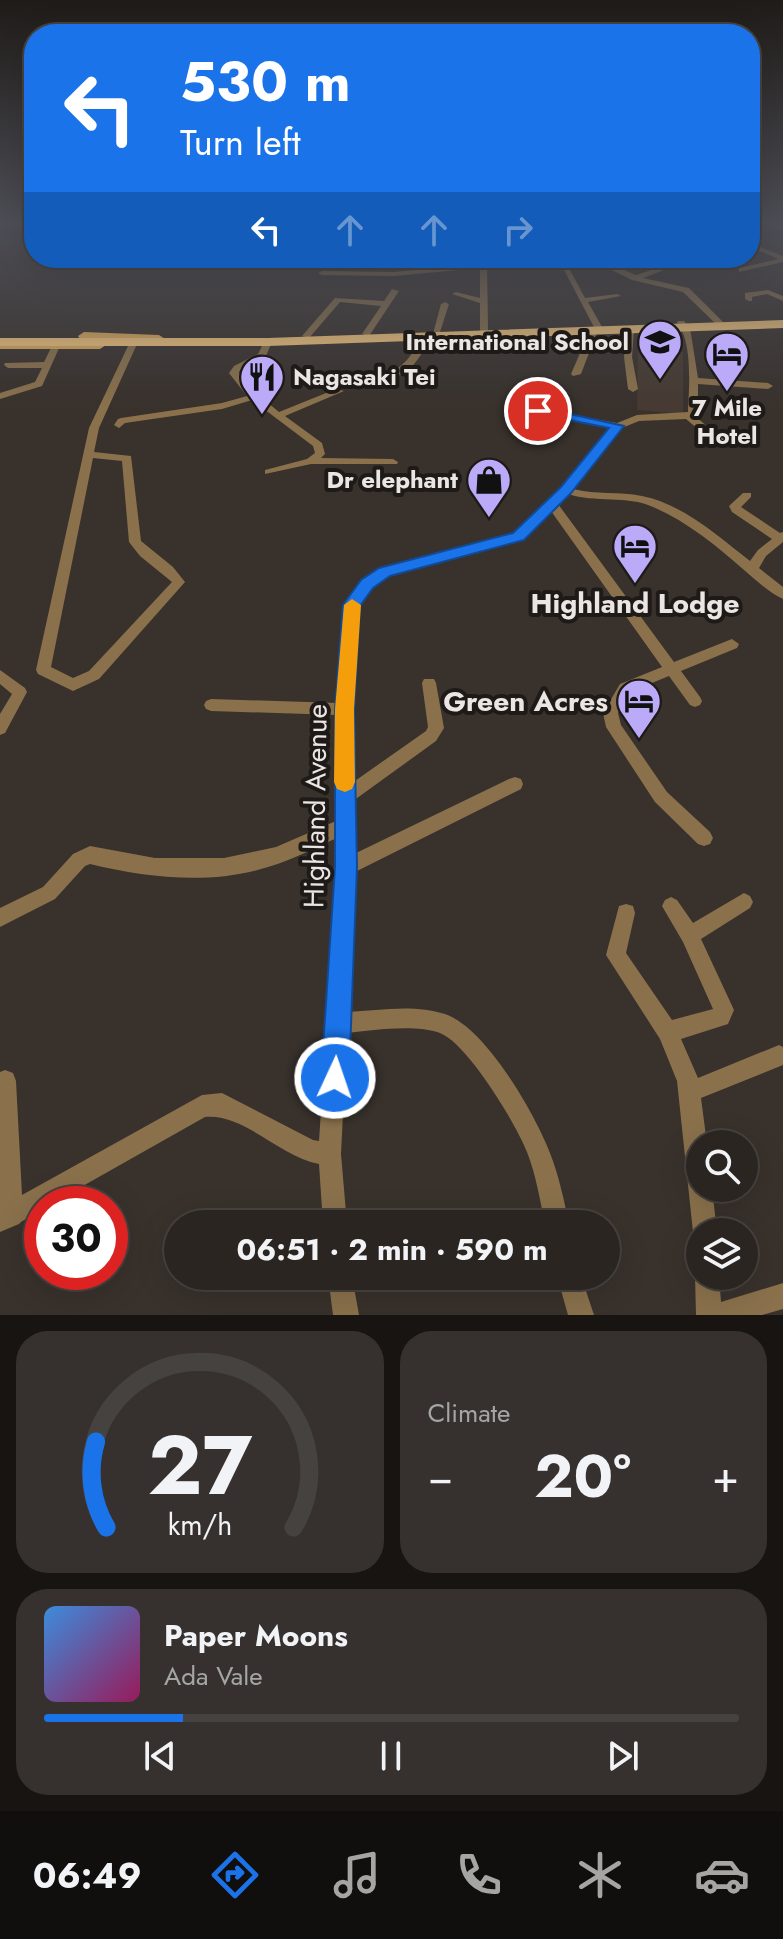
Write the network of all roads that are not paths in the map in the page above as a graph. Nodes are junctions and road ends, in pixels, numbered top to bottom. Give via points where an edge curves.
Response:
1 (482, 283) edge
2 (574, 283) edge
3 (657, 283) edge
4 (667, 283) edge
5 (664, 285) junction
6 (395, 291) dead end
7 (646, 292) dead end
8 (690, 292) junction
9 (456, 294) dead end
10 (617, 296) dead end
11 (749, 299) dead end
12 (783, 299) edge
13 (584, 300) junction
14 (482, 301) junction
15 (387, 304) junction
16 (445, 304) dead end
17 (783, 321) edge
18 (719, 322) junction
19 (684, 326) junction
20 (596, 329) junction
21 (630, 330) junction
22 (484, 331) junction
23 (366, 334) junction
24 (431, 334) junction
25 (306, 336) junction
26 (0, 340) edge
27 (158, 341) junction
28 (268, 342) junction
29 (133, 344) junction
30 (56, 346) junction
31 (8, 365) dead end
32 (47, 365) junction
33 (576, 374) dead end
34 (386, 377) dead end
35 (695, 381) junction
36 (768, 386) dead end
37 (633, 389) dead end
38 (339, 391) dead end
39 (0, 396) edge
40 (253, 397) junction
41 (538, 411) dead end
42 (279, 415) junction
43 (689, 416) junction
44 (119, 425) dead end
45 (618, 426) junction
46 (729, 444) dead end
47 (88, 455) junction
48 (311, 461) junction
49 (393, 462) dead end
50 (269, 472) dead end
51 (566, 490) junction
52 (747, 495) dead end
53 (552, 504) junction
54 (781, 537) edge
55 (751, 570) junction
56 (783, 594) edge
57 (732, 644) dead end
58 (669, 669) junction
59 (0, 676) edge
60 (429, 683) dead end
61 (695, 701) dead end
62 (211, 705) dead end
63 (345, 709) junction
64 (0, 728) edge
65 (515, 784) dead end
66 (345, 797) junction
67 (346, 825) junction
68 (704, 838) dead end
69 (346, 867) junction
70 (744, 902) dead end
71 (671, 906) dead end
72 (626, 913) dead end
73 (0, 918) edge
74 (690, 935) junction
75 (338, 1023) junction
76 (668, 1032) junction
77 (779, 1056) dead end
78 (5, 1081) dead end
79 (690, 1092) junction
80 (694, 1130) edge
81 (330, 1154) junction
82 (334, 1210) edge
83 (553, 1210) edge
84 (5, 1218) edge
85 (342, 1290) edge
86 (573, 1290) edge
87 (708, 1290) edge
88 (783, 1296) edge
89 (346, 1315) edge
90 (581, 1315) edge
91 (709, 1315) edge
92 (720, 1315) edge

1 - 14 street
2 - 13 street
3 - 5 street
4 - 5 street
5 - 8 street
6 - 15 street
7 - 8 street
8 - 18 street
9 - 14 street
10 - 13 street
11 - 12 street via 748,295 765,292
13 - 20 street
14 - 22 street
15 - 23 street
15 - 25 street via 338,300
16 - 24 street
17 - 18 highway
17 - 19 highway
18 - 19 highway
19 - 20 highway
19 - 21 highway
19 - 35 street
20 - 21 highway
20 - 22 highway
20 - 24 highway
20 - 33 street
21 - 37 street
22 - 24 highway
23 - 24 highway
23 - 25 highway
24 - 28 highway
24 - 34 street via 411,365
25 - 27 highway
26 - 27 highway
26 - 30 main road
27 - 28 highway
27 - 29 main road
28 - 40 street via 262,356 234,373
29 - 30 main road
29 - 47 street via 94,428
30 - 32 street
31 - 32 street
32 - 39 street via 39,384
35 - 36 street
35 - 43 street
38 - 42 street
40 - 42 street
40 - 44 street via 146,415
41 - 45 street
42 - 48 street via 318,445 320,454
43 - 45 street via 637,418
43 - 46 street
45 - 51 street, Highland Avenue
47 - 47 street via 127,458 135,542 179,582 94,675 73,685 43,670
48 - 49 street
48 - 50 street
51 - 53 street, Highland Avenue
51 - 55 street via 582,497 656,503
52 - 54 street via 736,509
53 - 58 street
53 - 63 street, Highland Avenue via 511,540 385,572 367,584 350,614
54 - 55 street
55 - 56 street
57 - 58 street
58 - 61 street
58 - 68 street via 625,688 610,713 661,797
59 - 64 street via 20,692
60 - 66 street via 437,721 431,736
62 - 63 street
63 - 66 street, Highland Avenue
65 - 69 street
66 - 67 street, Highland Avenue
67 - 69 street, Highland Avenue
67 - 73 street via 249,864 128,865 90,855 49,893
69 - 75 street, Highland Avenue
70 - 74 street
71 - 74 street
72 - 76 street via 616,955
74 - 76 street via 724,1010 721,1017
75 - 81 street, Highland Avenue
75 - 83 street via 445,1024 471,1046 537,1149
76 - 79 street
77 - 79 street
78 - 84 street
79 - 80 street
81 - 82 street, Highland Avenue
81 - 84 street via 311,1151 222,1104 202,1106
85 - 89 street
86 - 90 street
87 - 91 street
88 - 92 street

______________________________

» **ASSIGNED TASK**
Your copy should hold each line above exactly and no pictures at all.

» **COMPLETED EXERCISE**
Write the network of all roads that are not paths in the map in the page above as a graph. Nodes are junctions and road ends, in pixels, numbered top to bottom. Give via points where an edge curves.
Response:
1 (482, 283) edge
2 (574, 283) edge
3 (657, 283) edge
4 (667, 283) edge
5 (664, 285) junction
6 (395, 291) dead end
7 (646, 292) dead end
8 (690, 292) junction
9 (456, 294) dead end
10 (617, 296) dead end
11 (749, 299) dead end
12 (783, 299) edge
13 (584, 300) junction
14 (482, 301) junction
15 (387, 304) junction
16 (445, 304) dead end
17 (783, 321) edge
18 (719, 322) junction
19 (684, 326) junction
20 (596, 329) junction
21 (630, 330) junction
22 (484, 331) junction
23 (366, 334) junction
24 (431, 334) junction
25 (306, 336) junction
26 (0, 340) edge
27 (158, 341) junction
28 (268, 342) junction
29 (133, 344) junction
30 (56, 346) junction
31 (8, 365) dead end
32 (47, 365) junction
33 (576, 374) dead end
34 (386, 377) dead end
35 (695, 381) junction
36 (768, 386) dead end
37 (633, 389) dead end
38 (339, 391) dead end
39 (0, 396) edge
40 (253, 397) junction
41 (538, 411) dead end
42 (279, 415) junction
43 (689, 416) junction
44 (119, 425) dead end
45 (618, 426) junction
46 (729, 444) dead end
47 (88, 455) junction
48 (311, 461) junction
49 (393, 462) dead end
50 (269, 472) dead end
51 (566, 490) junction
52 (747, 495) dead end
53 (552, 504) junction
54 (781, 537) edge
55 (751, 570) junction
56 (783, 594) edge
57 (732, 644) dead end
58 (669, 669) junction
59 (0, 676) edge
60 (429, 683) dead end
61 (695, 701) dead end
62 (211, 705) dead end
63 (345, 709) junction
64 (0, 728) edge
65 (515, 784) dead end
66 (345, 797) junction
67 (346, 825) junction
68 (704, 838) dead end
69 (346, 867) junction
70 (744, 902) dead end
71 (671, 906) dead end
72 (626, 913) dead end
73 (0, 918) edge
74 (690, 935) junction
75 (338, 1023) junction
76 (668, 1032) junction
77 (779, 1056) dead end
78 (5, 1081) dead end
79 (690, 1092) junction
80 (694, 1130) edge
81 (330, 1154) junction
82 (334, 1210) edge
83 (553, 1210) edge
84 (5, 1218) edge
85 (342, 1290) edge
86 (573, 1290) edge
87 (708, 1290) edge
88 (783, 1296) edge
89 (346, 1315) edge
90 (581, 1315) edge
91 (709, 1315) edge
92 (720, 1315) edge

1 - 14 street
2 - 13 street
3 - 5 street
4 - 5 street
5 - 8 street
6 - 15 street
7 - 8 street
8 - 18 street
9 - 14 street
10 - 13 street
11 - 12 street via 748,295 765,292
13 - 20 street
14 - 22 street
15 - 23 street
15 - 25 street via 338,300
16 - 24 street
17 - 18 highway
17 - 19 highway
18 - 19 highway
19 - 20 highway
19 - 21 highway
19 - 35 street
20 - 21 highway
20 - 22 highway
20 - 24 highway
20 - 33 street
21 - 37 street
22 - 24 highway
23 - 24 highway
23 - 25 highway
24 - 28 highway
24 - 34 street via 411,365
25 - 27 highway
26 - 27 highway
26 - 30 main road
27 - 28 highway
27 - 29 main road
28 - 40 street via 262,356 234,373
29 - 30 main road
29 - 47 street via 94,428
30 - 32 street
31 - 32 street
32 - 39 street via 39,384
35 - 36 street
35 - 43 street
38 - 42 street
40 - 42 street
40 - 44 street via 146,415
41 - 45 street
42 - 48 street via 318,445 320,454
43 - 45 street via 637,418
43 - 46 street
45 - 51 street, Highland Avenue
47 - 47 street via 127,458 135,542 179,582 94,675 73,685 43,670
48 - 49 street
48 - 50 street
51 - 53 street, Highland Avenue
51 - 55 street via 582,497 656,503
52 - 54 street via 736,509
53 - 58 street
53 - 63 street, Highland Avenue via 511,540 385,572 367,584 350,614
54 - 55 street
55 - 56 street
57 - 58 street
58 - 61 street
58 - 68 street via 625,688 610,713 661,797
59 - 64 street via 20,692
60 - 66 street via 437,721 431,736
62 - 63 street
63 - 66 street, Highland Avenue
65 - 69 street
66 - 67 street, Highland Avenue
67 - 69 street, Highland Avenue
67 - 73 street via 249,864 128,865 90,855 49,893
69 - 75 street, Highland Avenue
70 - 74 street
71 - 74 street
72 - 76 street via 616,955
74 - 76 street via 724,1010 721,1017
75 - 81 street, Highland Avenue
75 - 83 street via 445,1024 471,1046 537,1149
76 - 79 street
77 - 79 street
78 - 84 street
79 - 80 street
81 - 82 street, Highland Avenue
81 - 84 street via 311,1151 222,1104 202,1106
85 - 89 street
86 - 90 street
87 - 91 street
88 - 92 street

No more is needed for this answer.